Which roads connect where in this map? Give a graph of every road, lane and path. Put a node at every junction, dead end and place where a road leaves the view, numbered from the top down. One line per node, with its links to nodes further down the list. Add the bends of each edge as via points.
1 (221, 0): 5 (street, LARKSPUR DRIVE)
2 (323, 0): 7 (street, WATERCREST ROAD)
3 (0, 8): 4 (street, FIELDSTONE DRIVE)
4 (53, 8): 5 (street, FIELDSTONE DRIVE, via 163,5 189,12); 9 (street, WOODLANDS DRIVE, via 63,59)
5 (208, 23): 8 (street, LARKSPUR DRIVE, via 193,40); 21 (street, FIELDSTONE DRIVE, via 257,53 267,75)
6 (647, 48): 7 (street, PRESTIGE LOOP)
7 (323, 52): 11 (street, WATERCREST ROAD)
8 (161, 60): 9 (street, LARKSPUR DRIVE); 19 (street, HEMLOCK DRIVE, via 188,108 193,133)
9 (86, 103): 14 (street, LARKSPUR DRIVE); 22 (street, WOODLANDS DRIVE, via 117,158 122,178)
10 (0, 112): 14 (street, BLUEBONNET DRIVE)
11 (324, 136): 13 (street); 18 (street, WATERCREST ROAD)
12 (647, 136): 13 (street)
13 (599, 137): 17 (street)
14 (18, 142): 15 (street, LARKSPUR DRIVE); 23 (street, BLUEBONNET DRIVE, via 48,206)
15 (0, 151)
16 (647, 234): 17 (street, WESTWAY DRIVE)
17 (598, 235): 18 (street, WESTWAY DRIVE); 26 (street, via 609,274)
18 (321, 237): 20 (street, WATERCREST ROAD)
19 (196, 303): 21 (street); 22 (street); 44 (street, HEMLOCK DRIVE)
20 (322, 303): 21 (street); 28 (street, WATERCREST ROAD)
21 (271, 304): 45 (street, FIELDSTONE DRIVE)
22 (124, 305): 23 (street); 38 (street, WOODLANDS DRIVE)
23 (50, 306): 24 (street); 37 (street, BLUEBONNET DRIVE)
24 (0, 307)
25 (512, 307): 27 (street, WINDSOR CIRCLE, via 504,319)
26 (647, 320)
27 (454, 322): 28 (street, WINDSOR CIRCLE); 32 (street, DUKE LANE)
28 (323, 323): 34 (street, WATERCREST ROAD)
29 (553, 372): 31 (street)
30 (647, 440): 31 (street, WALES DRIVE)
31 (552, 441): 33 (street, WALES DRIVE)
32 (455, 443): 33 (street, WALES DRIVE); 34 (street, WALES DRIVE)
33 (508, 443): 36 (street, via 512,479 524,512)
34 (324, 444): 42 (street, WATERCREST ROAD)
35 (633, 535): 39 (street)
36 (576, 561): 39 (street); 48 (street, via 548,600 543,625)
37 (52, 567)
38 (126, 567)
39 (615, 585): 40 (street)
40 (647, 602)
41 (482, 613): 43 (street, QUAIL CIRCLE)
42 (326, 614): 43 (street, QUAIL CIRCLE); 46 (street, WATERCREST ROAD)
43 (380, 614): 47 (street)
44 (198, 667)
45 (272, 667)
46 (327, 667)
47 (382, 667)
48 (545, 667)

****************

- [Assigned task]:
A verbatim copy of all the entries above is requested.

- [Answer to this exercise]:
Which roads connect where in this map? Give a graph of every road, lane and path. Put a node at every junction, dead end and place where a road leaves the view, numbered from the top down. One line per node, with its links to nodes further down the list. Add the bends of each edge as via points.
1 (221, 0): 5 (street, LARKSPUR DRIVE)
2 (323, 0): 7 (street, WATERCREST ROAD)
3 (0, 8): 4 (street, FIELDSTONE DRIVE)
4 (53, 8): 5 (street, FIELDSTONE DRIVE, via 163,5 189,12); 9 (street, WOODLANDS DRIVE, via 63,59)
5 (208, 23): 8 (street, LARKSPUR DRIVE, via 193,40); 21 (street, FIELDSTONE DRIVE, via 257,53 267,75)
6 (647, 48): 7 (street, PRESTIGE LOOP)
7 (323, 52): 11 (street, WATERCREST ROAD)
8 (161, 60): 9 (street, LARKSPUR DRIVE); 19 (street, HEMLOCK DRIVE, via 188,108 193,133)
9 (86, 103): 14 (street, LARKSPUR DRIVE); 22 (street, WOODLANDS DRIVE, via 117,158 122,178)
10 (0, 112): 14 (street, BLUEBONNET DRIVE)
11 (324, 136): 13 (street); 18 (street, WATERCREST ROAD)
12 (647, 136): 13 (street)
13 (599, 137): 17 (street)
14 (18, 142): 15 (street, LARKSPUR DRIVE); 23 (street, BLUEBONNET DRIVE, via 48,206)
15 (0, 151)
16 (647, 234): 17 (street, WESTWAY DRIVE)
17 (598, 235): 18 (street, WESTWAY DRIVE); 26 (street, via 609,274)
18 (321, 237): 20 (street, WATERCREST ROAD)
19 (196, 303): 21 (street); 22 (street); 44 (street, HEMLOCK DRIVE)
20 (322, 303): 21 (street); 28 (street, WATERCREST ROAD)
21 (271, 304): 45 (street, FIELDSTONE DRIVE)
22 (124, 305): 23 (street); 38 (street, WOODLANDS DRIVE)
23 (50, 306): 24 (street); 37 (street, BLUEBONNET DRIVE)
24 (0, 307)
25 (512, 307): 27 (street, WINDSOR CIRCLE, via 504,319)
26 (647, 320)
27 (454, 322): 28 (street, WINDSOR CIRCLE); 32 (street, DUKE LANE)
28 (323, 323): 34 (street, WATERCREST ROAD)
29 (553, 372): 31 (street)
30 (647, 440): 31 (street, WALES DRIVE)
31 (552, 441): 33 (street, WALES DRIVE)
32 (455, 443): 33 (street, WALES DRIVE); 34 (street, WALES DRIVE)
33 (508, 443): 36 (street, via 512,479 524,512)
34 (324, 444): 42 (street, WATERCREST ROAD)
35 (633, 535): 39 (street)
36 (576, 561): 39 (street); 48 (street, via 548,600 543,625)
37 (52, 567)
38 (126, 567)
39 (615, 585): 40 (street)
40 (647, 602)
41 (482, 613): 43 (street, QUAIL CIRCLE)
42 (326, 614): 43 (street, QUAIL CIRCLE); 46 (street, WATERCREST ROAD)
43 (380, 614): 47 (street)
44 (198, 667)
45 (272, 667)
46 (327, 667)
47 (382, 667)
48 (545, 667)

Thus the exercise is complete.